The unanimous decision by the state’s top court is a big win for tech giants. It also ends a yearslong legal battle between labor unions and tech companies over a law dictating the status of app-based service workers in the state.

The ruling upholds a voter-approved law passed in 2020 that said drivers for companies like Uber and Lyft are independent contractors and are not entitled to benefits like overtime pay, paid sick leave, and unemployment insurance. Opponents said the law was illegal in part because it limited the state Legislature’s authority to change the law or pass laws about workers’ compensation programs.

A lower court ruling in 2021 had said the measure was illegal, but an appeals court reversed that decision last year. The California Supreme Court’s decision means companies like Uber and Lyft can continue their operations as before.

Uber called the ruling “a victory” for drivers. Companies like Uber, Lyft and DoorDash spent $200 million on a campaign in 2020 to help the law pass.

“Whether drivers or couriers choose to earn just a few hours a week or more, their freedom to work when and how they want is now firmly etched into California law, putting an end to misguided attempts to force them into an employment model that they overwhelmingly do not want,” the company said in a statement Thursday.

The ruling is a defeat for labor unions and their allies in the Legislature who fought to secure more rights for drivers.

“What’s going on is not just.

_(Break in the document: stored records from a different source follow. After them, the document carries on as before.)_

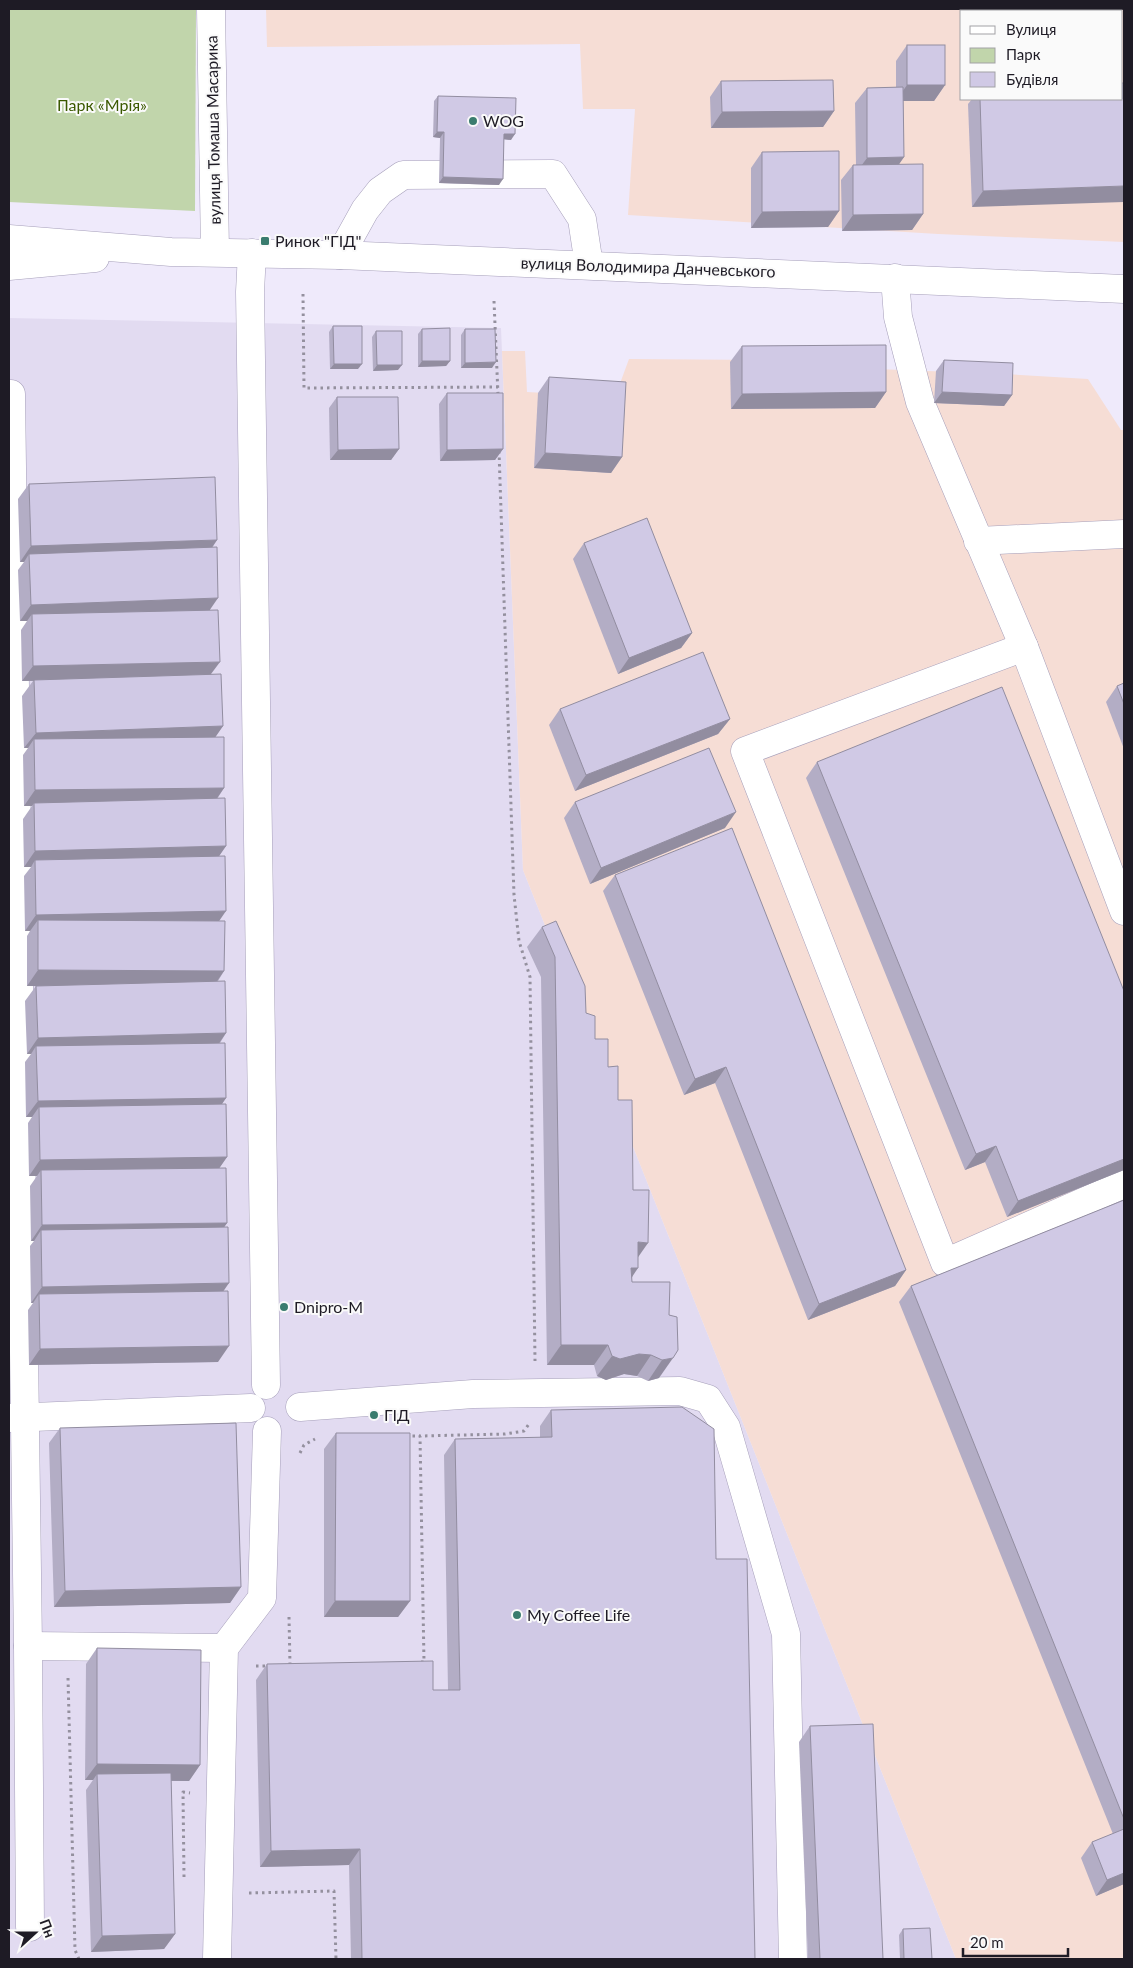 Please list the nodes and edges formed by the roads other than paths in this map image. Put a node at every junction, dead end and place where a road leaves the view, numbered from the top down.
1 (211, 9) edge
2 (9, 239) edge
3 (171, 252) junction
4 (215, 252) junction
5 (252, 253) junction
6 (340, 255) junction
7 (589, 265) junction
8 (9, 266) edge
9 (895, 278) junction
10 (1124, 289) edge
11 (11, 394) dead end
12 (1124, 534) edge
13 (978, 541) junction
14 (1024, 647) junction
15 (1124, 911) edge
16 (1124, 1184) edge
17 (266, 1385) junction
18 (300, 1407) junction
19 (251, 1408) junction
20 (17, 1418) edge
21 (267, 1431) junction
22 (28, 1646) junction
23 (224, 1648) junction
24 (30, 1927) dead end
25 (217, 1959) edge
26 (792, 1959) edge

1 - 4 street, вулиця Томаша Масарика
2 - 3 street, вулиця Володимира Данчевського
3 - 4 street, вулиця Володимира Данчевського
3 - 8 street, вулиця Володимира Данчевського
4 - 5 street, вулиця Володимира Данчевського
5 - 6 street, вулиця Володимира Данчевського
5 - 17 street
6 - 7 street, вулиця Володимира Данчевського
6 - 7 street
7 - 9 street, вулиця Володимира Данчевського
9 - 10 street, вулиця Володимира Данчевського
9 - 13 street
11 - 20 street
12 - 13 street
13 - 14 street
14 - 15 street
14 - 16 street
17 - 18 street
17 - 19 street
18 - 21 street
18 - 26 street
19 - 20 street
19 - 21 street
20 - 22 street
21 - 23 street
22 - 23 street
22 - 24 street
23 - 25 street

It’s not what California is about,” said Nicole Moore, president of Los Angeles-based Rideshare Drivers United. “It’s a sad day for workers.”

Labor unions vowed to continue fighting for drivers’ job protections and benefits, noting that an earlier ruling in the appeal process had opened doors for the Legislature to pass laws to allow drivers to join a union.

“We are committed to fiercely backing workers across our economy who have been written out and left behind and helping them knock down big obstacles to winning their union rights,” Service Employees International Union President April Verrett said in a statement.

Lawmakers in 2019 passed a law aimed directly at Uber and Lyft, mandating they provide drivers with protections like minimum wage, overtime, health insurance, and reimbursement for expenses. It changed the rules in California of who is an employee and who is an independent contractor.

While the law applied to lots of industries, it had the biggest impact on app-based ride-hailing and delivery companies. Their business relies on contracting with people to use their own cars. Under the 2019 law, companies would have to treat those drivers as employees and provide certain benefits that would greatly increase the businesses’ expenses.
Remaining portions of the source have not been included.